I'm less knowledgeable about the way DBs interact with the filesystem, but there the solution is probably ditching the concept of the file stream entirely and just treating files as a sparse map of offsets to blocks, which can be atomically updated. (My understanding is that DBs basically do this already, except that "atomically updated" is difficult with the current APIs).

Joker_vD · 2025-01-23T19:59:24 1737662364

> Most applications can get by with file-level atomicity--make whole file read/writes atomic with a copy-on-write model, and you can eliminate whole classes of filesystem bugs pretty quickly.

    int fd = open(".config", O_RDWR | O_CREAT | O_SYNC_ON_CLOSE, 0o666);

    // effects of calls to write(2)/etc. are invisible through any other file description
    // until the close(2) is called on all descriptors to this file description.

    close(fd);

So now you can watch for e.g. either IN_MODIFY or IN_CLOSE_WRITE (and you don't need to balance it with IN_OPEN), it doesn't matter, you'll never see partial updates... would be nice!
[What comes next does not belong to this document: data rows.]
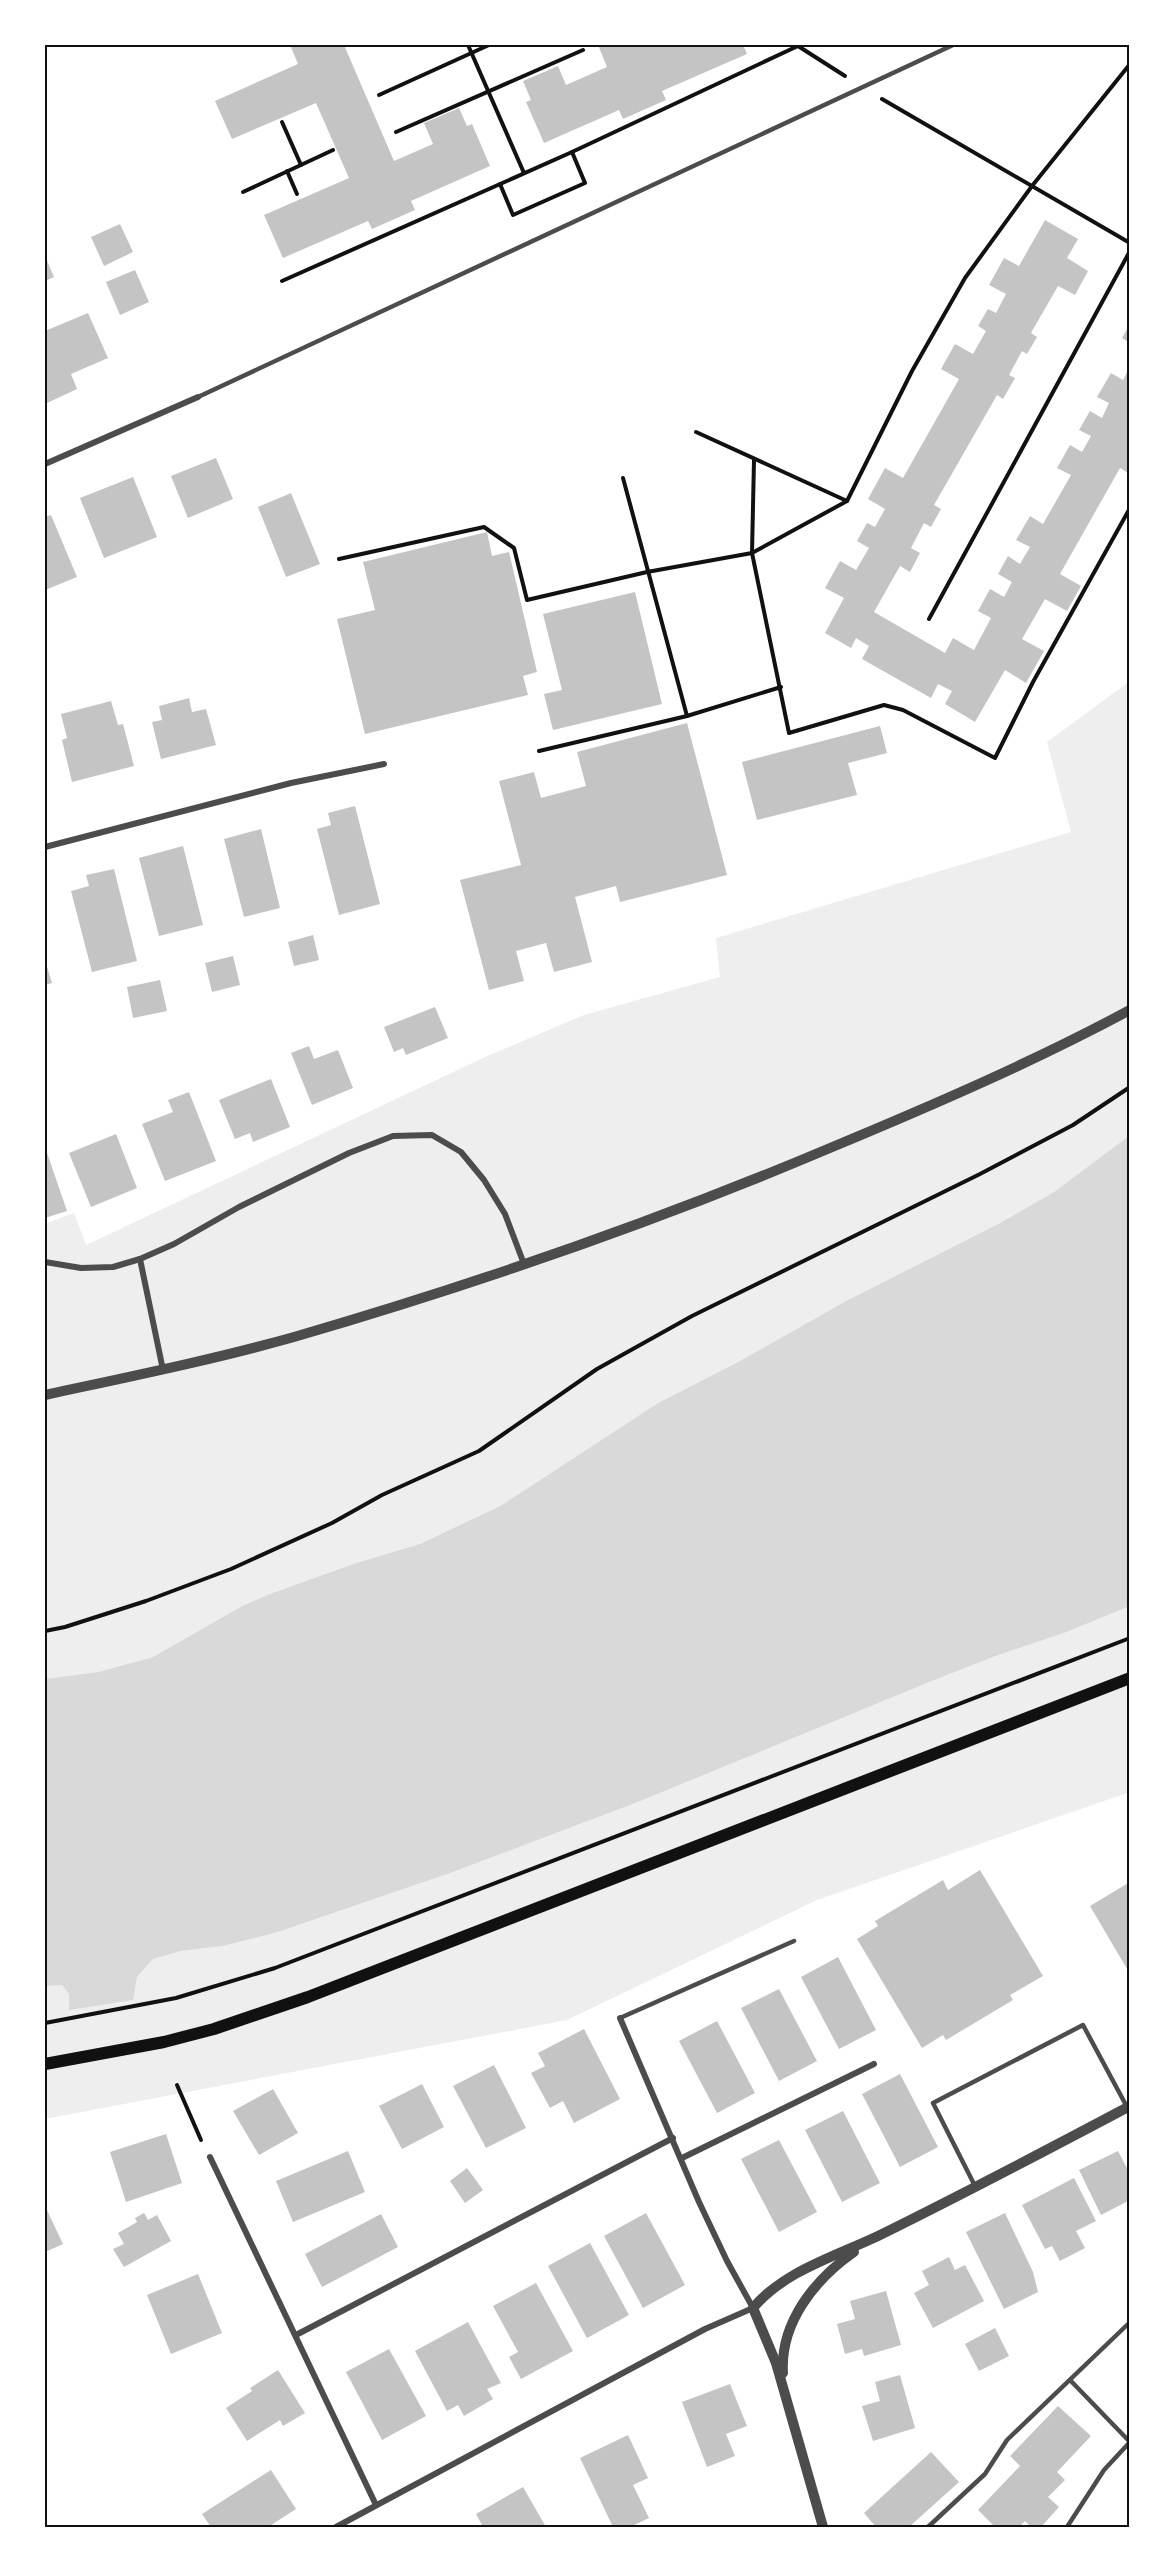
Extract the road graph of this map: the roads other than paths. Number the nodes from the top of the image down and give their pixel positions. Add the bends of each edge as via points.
1 (953, 45) edge
2 (198, 397) joint
3 (45, 464) edge
4 (384, 764) dead end
5 (45, 847) edge
6 (1130, 1010) edge
7 (140, 1259) junction
8 (45, 1262) edge
9 (524, 1265) junction
10 (163, 1370) junction
11 (45, 1395) edge
12 (1130, 1678) edge
13 (794, 1941) dead end
14 (620, 2018) joint
15 (45, 2064) edge
16 (874, 2064) dead end
17 (1128, 2107) edge
18 (673, 2138) junction
19 (210, 2157) road end
20 (682, 2158) junction
21 (975, 2186) junction
22 (878, 2236) junction
23 (753, 2307) junction
24 (1127, 2325) dead end
25 (296, 2335) junction
26 (1070, 2380) junction
27 (784, 2388) junction
28 (376, 2505) junction
29 (336, 2527) edge
30 (823, 2527) edge
31 (928, 2527) edge
32 (1067, 2527) edge

1 - 2 lane
2 - 3 street
4 - 5 street via 291,783
6 - 9 street via 1033,1059 885,1125 684,1207
7 - 8 street via 113,1267
7 - 9 street via 349,1153 393,1136 432,1135 461,1152 484,1179 505,1214
7 - 10 street
9 - 10 street via 291,1338
10 - 11 street
12 - 15 main road via 279,2007 164,2042
13 - 14 lane
14 - 18 street
16 - 20 street
17 - 21 street
17 - 21 lane via 1083,2025 943,2097 933,2103
18 - 20 street
18 - 25 street
19 - 25 street
20 - 23 street via 727,2261
21 - 22 street
22 - 23 street via 784,2282
22 - 27 street via 831,2270 799,2310 784,2351
23 - 27 street
23 - 28 street
24 - 26 lane
25 - 28 street
26 - 31 lane via 1007,2440 985,2474
26 - 32 lane via 1130,2442 1104,2470
27 - 30 street
28 - 29 street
BobbyTables2 · 2025-01-24T00:46:08 1737679568

Surely this can’t always be true?

What happens when a lot of data is written and exceeds the dirty threshold?

Joker_vD · 2025-01-24T03:25:44 1737689144

It gets written on the disk but into different inodes, I imagine.
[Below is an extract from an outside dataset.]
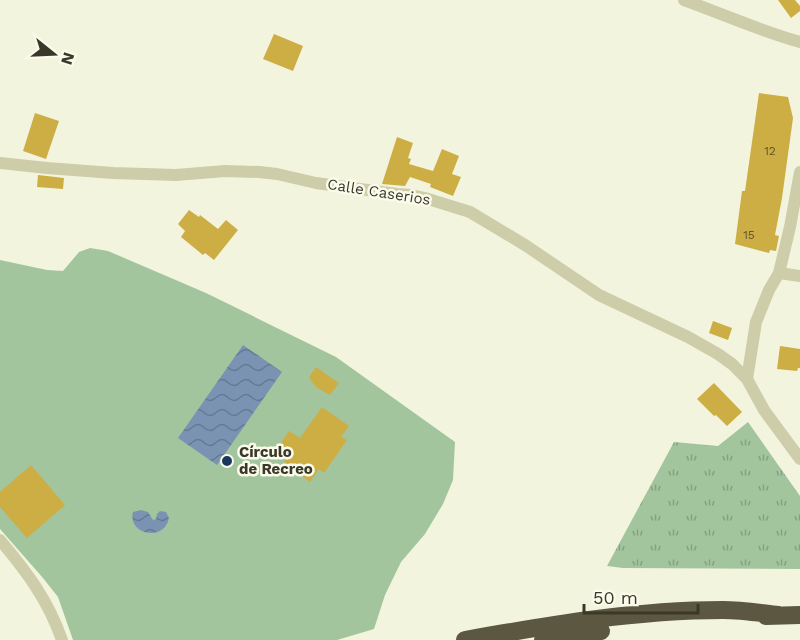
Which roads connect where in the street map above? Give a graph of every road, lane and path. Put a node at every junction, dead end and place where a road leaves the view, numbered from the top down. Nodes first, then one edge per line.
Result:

kragen · 2025-01-23T20:36:39 1737664599

It's not hard to design a less bug-prone API that would enable you to do everything the POSIX file API permits and admits equally-high-performance implementations. But making that new API a replacement for the POSIX API would require rewriting essentially all of the software that somebody cares about to use your new, better API instead of the POSIX API. This is probably only feasible in practice for small embedded systems with a fairly small universe of software.

josephg · 2025-01-23T21:50:42 1737669042

You could do a phased transition, where both the legacy posix api and the new api are available. This has already happened with a lot of the old C standard library. Old, unsafe functions like strcpy were gradually replaced by safer alternatives like strncpy.

Database developers don’t want the complexity or poor performance of posix. It’s wild to me that we still don’t have any alternative to fsync in Linux that can act as a barrier without also flushing caches at the same time.

kragen · 2025-01-24T11:42:32 1737718952

There are two serious factual errors in your comment:

- This has not already happened with a lot of the old C standard library. The only function that has ever been removed from the C standard library, to my knowledge, is gets(). In particular, strcpy() has not been removed. Current popular compilers still support gets() with the right options, so it hasn't been removed from the actual library, just the standard.

- strncpy() is not a suitable replacement for strcpy(), certainly not a safer one. It can produce strings missing the terminating null, and it can be slower by orders of magnitude. This has been true since it was introduced in the 01970s. Nearly every call to strncpy() is a bug, and in many cases an exploitable security hole. You are propagating dangerous misinformation. (This is a sign of how difficult it is to make these transitions.)

You also seem to imply that Linux cannot add system calls that are not specified in POSIX, but of course it can and does; openat() and the other 12 related functions, epoll_*(), io_uring_*(), futex_*(), kexec_load(), add_key(), and many others are Linux-specific. The reason barrier() hasn't been added is evidently that the kernel developers haven't been convinced it's worthwhile in the 15+ years since it was proposed, not that POSIX ties their hands.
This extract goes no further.